● **Work task**
Everything from the line containing "Instruction: Give me" through the last line of the data below must be copied exactly, with no other lines included.

● **Recorded data**
■ ■ ■ ■ ■ ■ ■
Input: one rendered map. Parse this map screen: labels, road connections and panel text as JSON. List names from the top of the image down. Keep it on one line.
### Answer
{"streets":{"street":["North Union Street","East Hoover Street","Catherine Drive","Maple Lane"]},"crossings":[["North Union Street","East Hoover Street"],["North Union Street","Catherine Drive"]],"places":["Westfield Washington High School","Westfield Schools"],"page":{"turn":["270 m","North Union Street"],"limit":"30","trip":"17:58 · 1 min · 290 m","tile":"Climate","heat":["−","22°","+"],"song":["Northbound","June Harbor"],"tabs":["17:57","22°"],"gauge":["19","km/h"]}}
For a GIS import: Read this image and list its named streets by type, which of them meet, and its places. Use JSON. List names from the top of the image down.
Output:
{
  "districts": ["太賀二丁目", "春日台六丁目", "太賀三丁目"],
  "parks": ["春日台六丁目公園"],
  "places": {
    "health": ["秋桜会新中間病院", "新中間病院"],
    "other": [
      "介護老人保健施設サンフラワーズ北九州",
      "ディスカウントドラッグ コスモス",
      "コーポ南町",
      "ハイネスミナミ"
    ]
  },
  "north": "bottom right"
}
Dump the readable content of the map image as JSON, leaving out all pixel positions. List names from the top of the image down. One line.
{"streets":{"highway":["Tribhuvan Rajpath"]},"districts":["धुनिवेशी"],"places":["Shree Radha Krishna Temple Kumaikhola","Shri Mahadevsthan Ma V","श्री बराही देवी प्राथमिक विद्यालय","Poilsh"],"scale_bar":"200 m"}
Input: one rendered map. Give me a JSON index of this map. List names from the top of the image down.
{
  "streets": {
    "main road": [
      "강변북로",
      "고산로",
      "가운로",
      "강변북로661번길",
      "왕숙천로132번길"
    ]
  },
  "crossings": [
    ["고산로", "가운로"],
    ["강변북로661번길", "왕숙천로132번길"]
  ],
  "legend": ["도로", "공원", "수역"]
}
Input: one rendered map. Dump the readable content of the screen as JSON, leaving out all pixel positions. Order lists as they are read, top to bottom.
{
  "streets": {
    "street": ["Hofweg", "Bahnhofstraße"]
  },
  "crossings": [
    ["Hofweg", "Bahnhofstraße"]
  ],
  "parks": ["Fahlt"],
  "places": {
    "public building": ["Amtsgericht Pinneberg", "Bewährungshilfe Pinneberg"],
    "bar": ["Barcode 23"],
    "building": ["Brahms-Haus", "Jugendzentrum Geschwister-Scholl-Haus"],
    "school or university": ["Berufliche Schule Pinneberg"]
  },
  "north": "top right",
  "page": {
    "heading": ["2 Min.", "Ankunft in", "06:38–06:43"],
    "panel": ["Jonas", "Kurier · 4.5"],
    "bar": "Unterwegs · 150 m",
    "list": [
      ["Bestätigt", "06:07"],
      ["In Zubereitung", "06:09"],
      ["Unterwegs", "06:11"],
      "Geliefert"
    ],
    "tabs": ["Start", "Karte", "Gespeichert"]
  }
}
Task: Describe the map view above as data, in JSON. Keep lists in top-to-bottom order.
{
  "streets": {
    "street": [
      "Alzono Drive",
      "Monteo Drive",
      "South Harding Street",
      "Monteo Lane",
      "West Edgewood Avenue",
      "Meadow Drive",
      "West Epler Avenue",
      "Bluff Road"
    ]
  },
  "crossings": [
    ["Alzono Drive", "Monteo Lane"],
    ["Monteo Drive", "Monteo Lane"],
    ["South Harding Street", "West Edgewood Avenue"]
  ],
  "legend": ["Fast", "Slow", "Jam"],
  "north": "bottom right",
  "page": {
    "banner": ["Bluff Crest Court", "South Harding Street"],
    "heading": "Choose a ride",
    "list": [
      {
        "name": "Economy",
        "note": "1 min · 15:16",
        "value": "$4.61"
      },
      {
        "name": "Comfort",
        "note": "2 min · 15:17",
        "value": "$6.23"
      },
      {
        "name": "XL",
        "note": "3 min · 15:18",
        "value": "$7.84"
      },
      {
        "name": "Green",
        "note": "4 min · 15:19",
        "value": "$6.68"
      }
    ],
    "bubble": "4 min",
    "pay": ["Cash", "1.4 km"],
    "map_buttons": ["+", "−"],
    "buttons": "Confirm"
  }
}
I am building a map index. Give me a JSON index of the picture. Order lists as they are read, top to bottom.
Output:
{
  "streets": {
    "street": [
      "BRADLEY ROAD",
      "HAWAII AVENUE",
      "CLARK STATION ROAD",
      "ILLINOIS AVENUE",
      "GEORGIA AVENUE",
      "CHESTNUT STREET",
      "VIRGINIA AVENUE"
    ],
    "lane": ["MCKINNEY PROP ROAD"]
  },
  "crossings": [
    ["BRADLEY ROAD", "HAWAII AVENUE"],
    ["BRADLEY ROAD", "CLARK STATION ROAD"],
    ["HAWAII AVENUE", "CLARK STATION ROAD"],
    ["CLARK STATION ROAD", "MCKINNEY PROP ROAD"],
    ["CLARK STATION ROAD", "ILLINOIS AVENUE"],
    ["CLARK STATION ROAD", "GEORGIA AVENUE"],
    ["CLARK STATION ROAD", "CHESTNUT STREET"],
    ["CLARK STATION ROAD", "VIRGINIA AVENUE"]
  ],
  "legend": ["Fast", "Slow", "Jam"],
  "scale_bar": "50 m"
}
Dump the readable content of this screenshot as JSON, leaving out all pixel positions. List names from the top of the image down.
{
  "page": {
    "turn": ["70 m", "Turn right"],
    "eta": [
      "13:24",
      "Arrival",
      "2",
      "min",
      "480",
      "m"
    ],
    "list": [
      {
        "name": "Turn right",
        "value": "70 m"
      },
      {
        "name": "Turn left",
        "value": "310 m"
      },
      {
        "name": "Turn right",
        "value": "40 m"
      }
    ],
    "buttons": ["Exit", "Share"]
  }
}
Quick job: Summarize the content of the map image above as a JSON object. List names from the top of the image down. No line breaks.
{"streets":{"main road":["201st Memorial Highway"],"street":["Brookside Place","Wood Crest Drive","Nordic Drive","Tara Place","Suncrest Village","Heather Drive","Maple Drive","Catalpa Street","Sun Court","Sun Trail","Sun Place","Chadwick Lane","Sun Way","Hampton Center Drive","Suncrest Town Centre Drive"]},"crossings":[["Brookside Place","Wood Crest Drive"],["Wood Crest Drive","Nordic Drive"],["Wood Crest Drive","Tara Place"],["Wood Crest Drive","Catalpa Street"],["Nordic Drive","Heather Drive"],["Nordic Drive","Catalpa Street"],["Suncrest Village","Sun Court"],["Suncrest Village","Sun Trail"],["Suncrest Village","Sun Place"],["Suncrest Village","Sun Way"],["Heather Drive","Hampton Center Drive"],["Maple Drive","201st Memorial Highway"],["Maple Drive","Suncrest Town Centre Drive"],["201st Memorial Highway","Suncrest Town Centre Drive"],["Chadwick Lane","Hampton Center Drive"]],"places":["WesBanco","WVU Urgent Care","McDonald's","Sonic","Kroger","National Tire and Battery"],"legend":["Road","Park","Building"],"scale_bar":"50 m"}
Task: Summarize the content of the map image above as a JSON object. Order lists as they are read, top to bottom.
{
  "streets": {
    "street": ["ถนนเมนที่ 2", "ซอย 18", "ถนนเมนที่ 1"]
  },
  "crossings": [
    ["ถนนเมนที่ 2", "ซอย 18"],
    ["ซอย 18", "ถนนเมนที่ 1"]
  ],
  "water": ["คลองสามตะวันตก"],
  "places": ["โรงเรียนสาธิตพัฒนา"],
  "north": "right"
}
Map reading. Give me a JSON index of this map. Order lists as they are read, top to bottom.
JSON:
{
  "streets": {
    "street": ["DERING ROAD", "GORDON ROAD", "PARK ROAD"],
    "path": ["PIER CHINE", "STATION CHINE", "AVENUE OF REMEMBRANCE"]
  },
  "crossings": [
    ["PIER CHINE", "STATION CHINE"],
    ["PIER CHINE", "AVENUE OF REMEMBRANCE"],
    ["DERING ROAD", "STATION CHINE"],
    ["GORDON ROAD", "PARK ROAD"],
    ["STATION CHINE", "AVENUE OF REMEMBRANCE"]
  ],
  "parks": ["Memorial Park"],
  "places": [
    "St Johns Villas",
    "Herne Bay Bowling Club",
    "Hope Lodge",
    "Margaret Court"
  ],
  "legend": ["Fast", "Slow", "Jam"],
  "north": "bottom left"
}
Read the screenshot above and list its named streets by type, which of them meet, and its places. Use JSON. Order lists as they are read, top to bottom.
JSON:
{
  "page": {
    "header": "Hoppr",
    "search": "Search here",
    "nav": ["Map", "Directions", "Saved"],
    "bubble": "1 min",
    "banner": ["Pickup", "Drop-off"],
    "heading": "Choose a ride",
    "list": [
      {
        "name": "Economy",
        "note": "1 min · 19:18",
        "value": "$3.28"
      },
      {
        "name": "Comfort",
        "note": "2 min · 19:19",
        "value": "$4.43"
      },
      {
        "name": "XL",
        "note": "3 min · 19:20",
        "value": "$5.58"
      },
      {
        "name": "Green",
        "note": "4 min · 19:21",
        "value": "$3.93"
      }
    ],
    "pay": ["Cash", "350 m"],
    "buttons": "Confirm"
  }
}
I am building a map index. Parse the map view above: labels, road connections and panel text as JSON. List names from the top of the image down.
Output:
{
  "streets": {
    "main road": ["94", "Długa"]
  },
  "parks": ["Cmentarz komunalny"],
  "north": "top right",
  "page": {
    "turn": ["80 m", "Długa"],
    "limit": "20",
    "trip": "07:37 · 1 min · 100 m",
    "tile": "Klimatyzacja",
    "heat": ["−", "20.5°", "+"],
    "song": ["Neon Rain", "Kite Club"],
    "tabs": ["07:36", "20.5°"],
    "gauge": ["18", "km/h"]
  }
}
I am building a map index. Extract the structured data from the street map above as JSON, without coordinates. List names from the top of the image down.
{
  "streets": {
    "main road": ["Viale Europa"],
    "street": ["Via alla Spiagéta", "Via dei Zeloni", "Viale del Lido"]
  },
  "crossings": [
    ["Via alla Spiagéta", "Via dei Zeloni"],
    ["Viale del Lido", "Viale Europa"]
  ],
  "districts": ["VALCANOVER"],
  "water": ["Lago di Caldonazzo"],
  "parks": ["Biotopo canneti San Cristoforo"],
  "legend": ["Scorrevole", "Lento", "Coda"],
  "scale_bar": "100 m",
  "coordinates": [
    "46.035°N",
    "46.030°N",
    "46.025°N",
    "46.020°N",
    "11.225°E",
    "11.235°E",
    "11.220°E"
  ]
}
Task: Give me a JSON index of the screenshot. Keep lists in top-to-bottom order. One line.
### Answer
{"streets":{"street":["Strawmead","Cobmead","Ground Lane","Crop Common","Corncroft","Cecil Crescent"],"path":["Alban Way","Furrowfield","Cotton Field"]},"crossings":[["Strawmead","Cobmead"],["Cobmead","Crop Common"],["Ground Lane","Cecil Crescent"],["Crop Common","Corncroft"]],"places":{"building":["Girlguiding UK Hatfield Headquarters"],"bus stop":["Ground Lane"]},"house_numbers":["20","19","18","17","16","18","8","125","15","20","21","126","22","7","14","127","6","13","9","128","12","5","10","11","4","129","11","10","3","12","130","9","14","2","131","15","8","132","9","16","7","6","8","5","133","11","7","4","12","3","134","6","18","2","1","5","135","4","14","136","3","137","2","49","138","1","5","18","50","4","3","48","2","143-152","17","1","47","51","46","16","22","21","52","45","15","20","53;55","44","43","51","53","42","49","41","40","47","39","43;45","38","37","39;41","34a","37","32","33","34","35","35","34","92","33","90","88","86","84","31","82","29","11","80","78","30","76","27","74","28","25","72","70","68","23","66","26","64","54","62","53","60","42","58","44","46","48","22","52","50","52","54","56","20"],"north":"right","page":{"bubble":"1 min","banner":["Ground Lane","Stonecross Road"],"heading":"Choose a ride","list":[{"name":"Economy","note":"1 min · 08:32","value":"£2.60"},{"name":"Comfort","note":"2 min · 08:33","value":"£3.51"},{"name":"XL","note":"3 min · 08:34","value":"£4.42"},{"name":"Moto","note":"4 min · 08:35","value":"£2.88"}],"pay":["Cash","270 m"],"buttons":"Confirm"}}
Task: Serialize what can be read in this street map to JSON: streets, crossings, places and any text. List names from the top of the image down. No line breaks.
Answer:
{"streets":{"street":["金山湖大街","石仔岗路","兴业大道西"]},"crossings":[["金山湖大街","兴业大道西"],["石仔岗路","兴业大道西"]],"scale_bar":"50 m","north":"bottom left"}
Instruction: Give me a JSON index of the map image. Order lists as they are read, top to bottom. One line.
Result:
■ ■ ■ ■ ■ ■ ■
● **Problem solution**
Instruction: Give me a JSON index of the map image. Order lists as they are read, top to bottom. One line.
Result:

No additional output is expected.